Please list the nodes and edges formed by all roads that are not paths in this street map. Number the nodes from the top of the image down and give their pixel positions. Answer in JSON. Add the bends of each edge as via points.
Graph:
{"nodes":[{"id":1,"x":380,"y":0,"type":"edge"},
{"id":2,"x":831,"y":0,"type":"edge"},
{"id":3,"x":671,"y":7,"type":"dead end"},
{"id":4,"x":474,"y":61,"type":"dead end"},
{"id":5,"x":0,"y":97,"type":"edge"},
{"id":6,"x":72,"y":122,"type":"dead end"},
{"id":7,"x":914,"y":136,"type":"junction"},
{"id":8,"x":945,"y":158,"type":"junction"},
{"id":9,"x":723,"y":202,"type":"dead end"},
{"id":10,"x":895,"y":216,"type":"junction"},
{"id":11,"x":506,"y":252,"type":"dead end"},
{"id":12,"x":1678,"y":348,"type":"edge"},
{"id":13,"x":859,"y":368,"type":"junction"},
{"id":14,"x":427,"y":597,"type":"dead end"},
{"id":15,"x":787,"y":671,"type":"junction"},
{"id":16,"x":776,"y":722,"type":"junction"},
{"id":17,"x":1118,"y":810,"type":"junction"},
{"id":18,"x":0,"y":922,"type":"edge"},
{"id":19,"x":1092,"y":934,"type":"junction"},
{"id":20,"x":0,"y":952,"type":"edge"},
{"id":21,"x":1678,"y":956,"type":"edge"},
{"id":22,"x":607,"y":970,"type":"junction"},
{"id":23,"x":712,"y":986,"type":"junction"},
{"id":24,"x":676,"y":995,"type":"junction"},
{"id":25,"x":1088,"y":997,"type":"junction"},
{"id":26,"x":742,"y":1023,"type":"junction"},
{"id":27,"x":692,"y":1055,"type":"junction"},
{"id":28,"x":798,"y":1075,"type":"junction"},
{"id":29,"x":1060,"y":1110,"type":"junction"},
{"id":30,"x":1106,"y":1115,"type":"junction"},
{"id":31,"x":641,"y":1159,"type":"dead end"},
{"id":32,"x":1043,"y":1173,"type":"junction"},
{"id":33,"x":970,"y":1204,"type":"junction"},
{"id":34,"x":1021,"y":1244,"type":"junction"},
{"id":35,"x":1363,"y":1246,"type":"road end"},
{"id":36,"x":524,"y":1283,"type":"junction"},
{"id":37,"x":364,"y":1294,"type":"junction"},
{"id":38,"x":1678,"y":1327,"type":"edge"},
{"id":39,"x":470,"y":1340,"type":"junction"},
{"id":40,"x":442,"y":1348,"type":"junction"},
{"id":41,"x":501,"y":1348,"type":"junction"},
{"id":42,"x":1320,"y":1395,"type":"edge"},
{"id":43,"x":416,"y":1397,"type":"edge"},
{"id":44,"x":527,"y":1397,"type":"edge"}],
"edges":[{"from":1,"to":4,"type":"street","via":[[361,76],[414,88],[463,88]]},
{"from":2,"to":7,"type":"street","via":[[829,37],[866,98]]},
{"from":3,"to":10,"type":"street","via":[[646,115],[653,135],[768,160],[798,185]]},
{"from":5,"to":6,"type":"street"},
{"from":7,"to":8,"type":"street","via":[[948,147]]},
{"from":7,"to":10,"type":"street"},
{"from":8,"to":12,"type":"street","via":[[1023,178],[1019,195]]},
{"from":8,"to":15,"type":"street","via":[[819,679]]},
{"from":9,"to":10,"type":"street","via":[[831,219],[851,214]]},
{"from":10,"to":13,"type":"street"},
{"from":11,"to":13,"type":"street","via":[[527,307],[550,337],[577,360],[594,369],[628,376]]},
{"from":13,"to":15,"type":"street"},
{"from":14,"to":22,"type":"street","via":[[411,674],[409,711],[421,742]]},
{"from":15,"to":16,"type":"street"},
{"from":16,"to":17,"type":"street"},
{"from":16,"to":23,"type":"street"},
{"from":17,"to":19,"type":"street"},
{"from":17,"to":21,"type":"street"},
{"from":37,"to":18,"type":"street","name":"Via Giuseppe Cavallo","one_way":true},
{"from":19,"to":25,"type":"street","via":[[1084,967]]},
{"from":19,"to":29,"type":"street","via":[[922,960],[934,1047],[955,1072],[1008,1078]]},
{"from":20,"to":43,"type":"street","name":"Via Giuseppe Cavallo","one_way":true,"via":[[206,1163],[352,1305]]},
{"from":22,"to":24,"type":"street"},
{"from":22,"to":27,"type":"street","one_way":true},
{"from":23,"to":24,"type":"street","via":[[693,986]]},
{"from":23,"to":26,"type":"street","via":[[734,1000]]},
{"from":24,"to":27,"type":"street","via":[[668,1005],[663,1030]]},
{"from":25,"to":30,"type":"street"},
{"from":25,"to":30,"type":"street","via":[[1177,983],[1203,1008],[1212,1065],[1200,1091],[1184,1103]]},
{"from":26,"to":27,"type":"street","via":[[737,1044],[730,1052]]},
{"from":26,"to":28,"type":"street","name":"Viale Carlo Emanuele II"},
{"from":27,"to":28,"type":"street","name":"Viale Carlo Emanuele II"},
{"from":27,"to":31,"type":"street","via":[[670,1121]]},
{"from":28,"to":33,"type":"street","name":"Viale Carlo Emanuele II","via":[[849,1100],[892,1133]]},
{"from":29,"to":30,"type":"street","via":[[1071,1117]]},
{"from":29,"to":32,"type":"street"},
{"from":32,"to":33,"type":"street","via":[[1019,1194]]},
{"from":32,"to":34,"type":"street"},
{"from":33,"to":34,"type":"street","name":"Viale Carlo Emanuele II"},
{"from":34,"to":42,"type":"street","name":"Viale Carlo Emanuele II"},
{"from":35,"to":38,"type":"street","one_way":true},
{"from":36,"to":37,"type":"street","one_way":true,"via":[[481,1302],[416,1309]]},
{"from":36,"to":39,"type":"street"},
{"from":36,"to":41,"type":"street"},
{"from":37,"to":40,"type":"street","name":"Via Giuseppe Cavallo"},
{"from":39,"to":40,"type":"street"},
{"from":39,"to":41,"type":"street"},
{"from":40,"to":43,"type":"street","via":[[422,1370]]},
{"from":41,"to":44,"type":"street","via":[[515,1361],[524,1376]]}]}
□ □ □ □
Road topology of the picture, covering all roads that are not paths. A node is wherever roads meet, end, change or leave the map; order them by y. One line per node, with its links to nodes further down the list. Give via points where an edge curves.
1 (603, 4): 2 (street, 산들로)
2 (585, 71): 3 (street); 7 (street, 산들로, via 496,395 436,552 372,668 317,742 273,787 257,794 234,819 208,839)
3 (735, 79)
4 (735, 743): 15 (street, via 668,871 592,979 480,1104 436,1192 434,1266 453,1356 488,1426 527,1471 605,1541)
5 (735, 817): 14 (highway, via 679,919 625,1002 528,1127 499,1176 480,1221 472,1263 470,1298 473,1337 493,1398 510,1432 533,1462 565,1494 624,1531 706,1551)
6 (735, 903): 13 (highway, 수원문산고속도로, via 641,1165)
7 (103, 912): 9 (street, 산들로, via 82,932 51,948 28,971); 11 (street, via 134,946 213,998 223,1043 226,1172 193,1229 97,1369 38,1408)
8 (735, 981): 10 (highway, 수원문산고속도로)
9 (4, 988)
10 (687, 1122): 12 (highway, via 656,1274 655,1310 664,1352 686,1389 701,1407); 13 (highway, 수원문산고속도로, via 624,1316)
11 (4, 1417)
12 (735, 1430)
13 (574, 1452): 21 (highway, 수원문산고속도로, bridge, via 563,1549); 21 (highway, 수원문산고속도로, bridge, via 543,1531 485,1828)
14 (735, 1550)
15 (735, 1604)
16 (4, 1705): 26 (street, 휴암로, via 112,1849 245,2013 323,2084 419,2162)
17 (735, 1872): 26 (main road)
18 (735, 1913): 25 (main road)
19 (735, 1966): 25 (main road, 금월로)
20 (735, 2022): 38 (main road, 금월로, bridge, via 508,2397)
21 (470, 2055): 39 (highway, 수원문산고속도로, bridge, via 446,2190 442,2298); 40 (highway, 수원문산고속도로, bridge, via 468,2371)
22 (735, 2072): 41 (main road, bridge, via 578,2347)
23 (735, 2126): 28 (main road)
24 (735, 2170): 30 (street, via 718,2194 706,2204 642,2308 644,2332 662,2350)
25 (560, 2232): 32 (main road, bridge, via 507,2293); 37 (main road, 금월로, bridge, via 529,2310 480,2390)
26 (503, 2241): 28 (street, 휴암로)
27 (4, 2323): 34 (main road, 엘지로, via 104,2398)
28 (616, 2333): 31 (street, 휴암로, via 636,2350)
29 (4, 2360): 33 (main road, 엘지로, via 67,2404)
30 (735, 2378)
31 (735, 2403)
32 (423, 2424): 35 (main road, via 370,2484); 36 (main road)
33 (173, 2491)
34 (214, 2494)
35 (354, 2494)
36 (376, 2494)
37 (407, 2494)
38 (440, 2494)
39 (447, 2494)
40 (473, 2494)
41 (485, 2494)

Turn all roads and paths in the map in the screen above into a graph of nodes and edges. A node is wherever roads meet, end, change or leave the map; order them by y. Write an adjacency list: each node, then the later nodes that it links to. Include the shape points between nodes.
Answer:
□ □ □ □
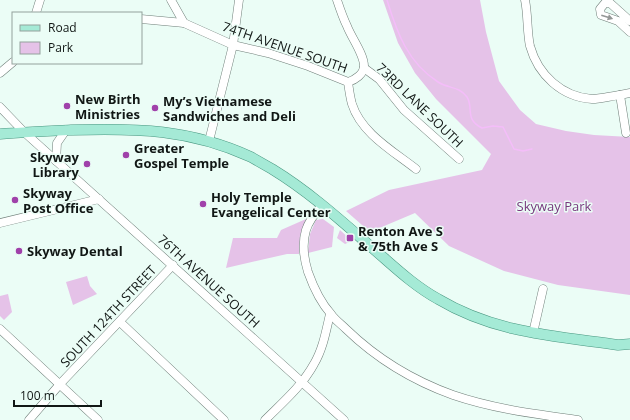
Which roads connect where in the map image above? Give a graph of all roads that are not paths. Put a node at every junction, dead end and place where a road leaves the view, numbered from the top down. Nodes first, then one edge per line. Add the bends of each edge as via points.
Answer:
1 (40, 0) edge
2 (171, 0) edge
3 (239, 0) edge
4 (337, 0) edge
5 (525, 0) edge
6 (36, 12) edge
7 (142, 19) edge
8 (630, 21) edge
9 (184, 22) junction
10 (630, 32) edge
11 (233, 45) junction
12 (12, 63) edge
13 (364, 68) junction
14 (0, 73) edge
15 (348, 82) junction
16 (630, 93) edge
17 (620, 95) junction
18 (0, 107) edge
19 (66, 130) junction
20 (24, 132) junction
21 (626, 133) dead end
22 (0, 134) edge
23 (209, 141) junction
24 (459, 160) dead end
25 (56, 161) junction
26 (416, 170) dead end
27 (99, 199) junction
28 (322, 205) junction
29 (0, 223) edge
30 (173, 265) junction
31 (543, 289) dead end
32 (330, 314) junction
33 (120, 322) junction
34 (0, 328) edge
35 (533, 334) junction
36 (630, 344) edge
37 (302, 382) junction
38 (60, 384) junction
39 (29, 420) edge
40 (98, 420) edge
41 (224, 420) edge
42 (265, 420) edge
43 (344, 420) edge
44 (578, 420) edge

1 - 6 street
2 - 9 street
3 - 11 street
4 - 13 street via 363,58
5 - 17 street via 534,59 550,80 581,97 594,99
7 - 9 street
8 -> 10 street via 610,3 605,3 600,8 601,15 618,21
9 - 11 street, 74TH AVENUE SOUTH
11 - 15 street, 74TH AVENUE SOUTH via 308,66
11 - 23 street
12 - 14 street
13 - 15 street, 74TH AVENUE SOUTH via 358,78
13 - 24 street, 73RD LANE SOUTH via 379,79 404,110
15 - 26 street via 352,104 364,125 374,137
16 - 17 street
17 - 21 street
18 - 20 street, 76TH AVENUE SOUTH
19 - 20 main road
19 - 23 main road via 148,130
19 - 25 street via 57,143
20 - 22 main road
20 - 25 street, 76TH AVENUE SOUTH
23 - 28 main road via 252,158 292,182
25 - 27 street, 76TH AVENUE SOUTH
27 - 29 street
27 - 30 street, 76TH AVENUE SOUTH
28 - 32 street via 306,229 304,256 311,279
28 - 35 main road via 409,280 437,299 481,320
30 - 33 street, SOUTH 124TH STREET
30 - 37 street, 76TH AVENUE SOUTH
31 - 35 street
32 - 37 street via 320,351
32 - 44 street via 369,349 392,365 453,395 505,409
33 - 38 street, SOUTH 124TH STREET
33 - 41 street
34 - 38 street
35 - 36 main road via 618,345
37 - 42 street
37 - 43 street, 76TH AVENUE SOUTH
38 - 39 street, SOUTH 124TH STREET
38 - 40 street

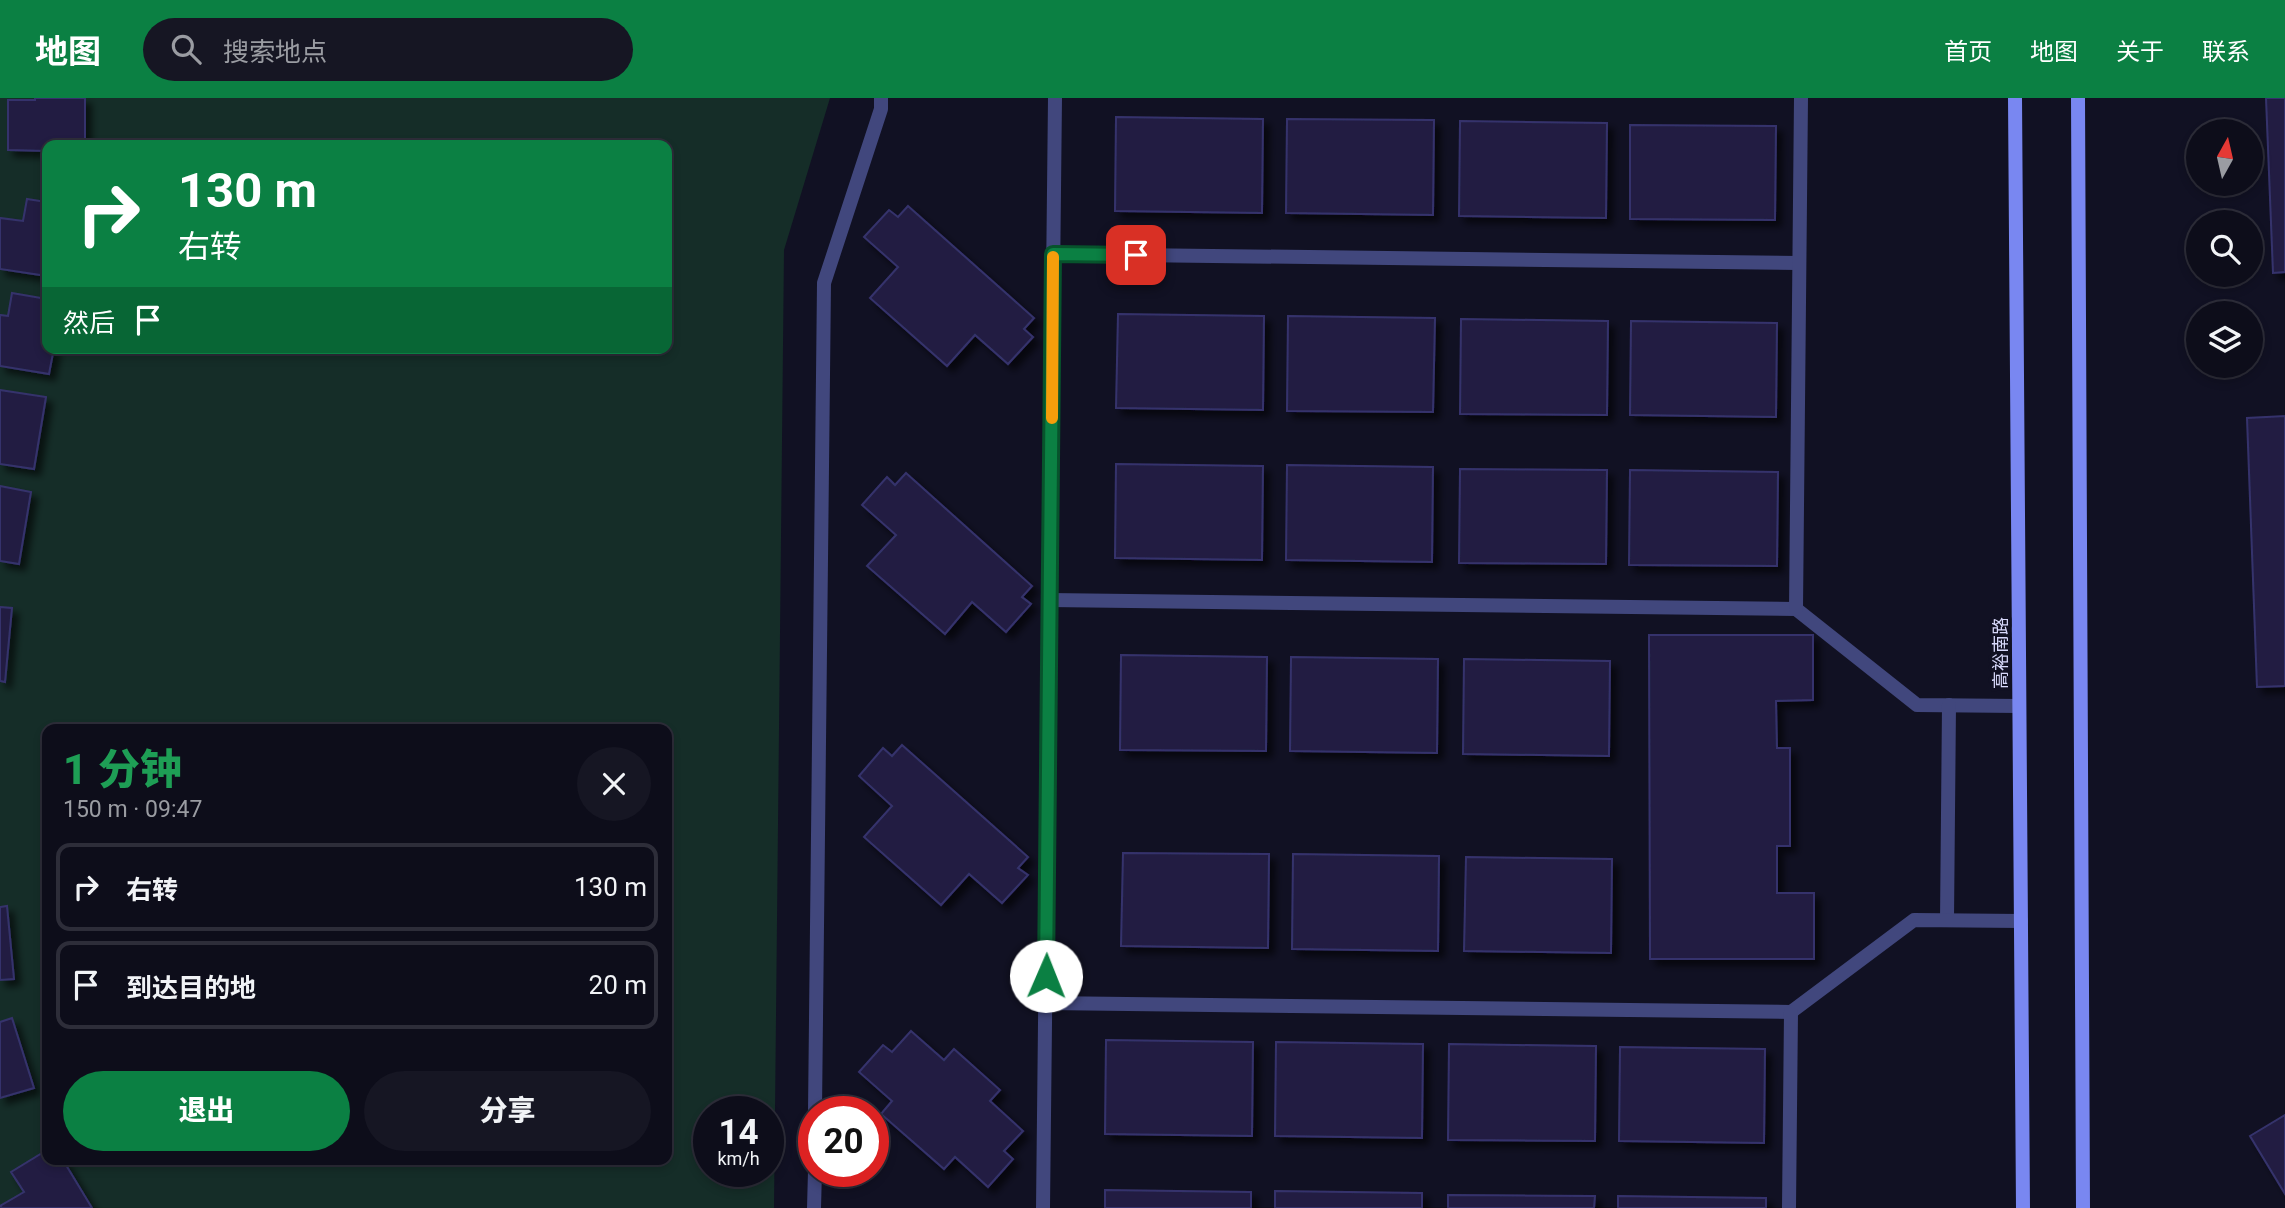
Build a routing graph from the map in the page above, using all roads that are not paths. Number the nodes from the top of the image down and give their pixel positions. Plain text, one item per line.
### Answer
□ □ □ □
What is expected
Your answer must be a single number: the count of lines in the records that hold the word "their".

Answer section
2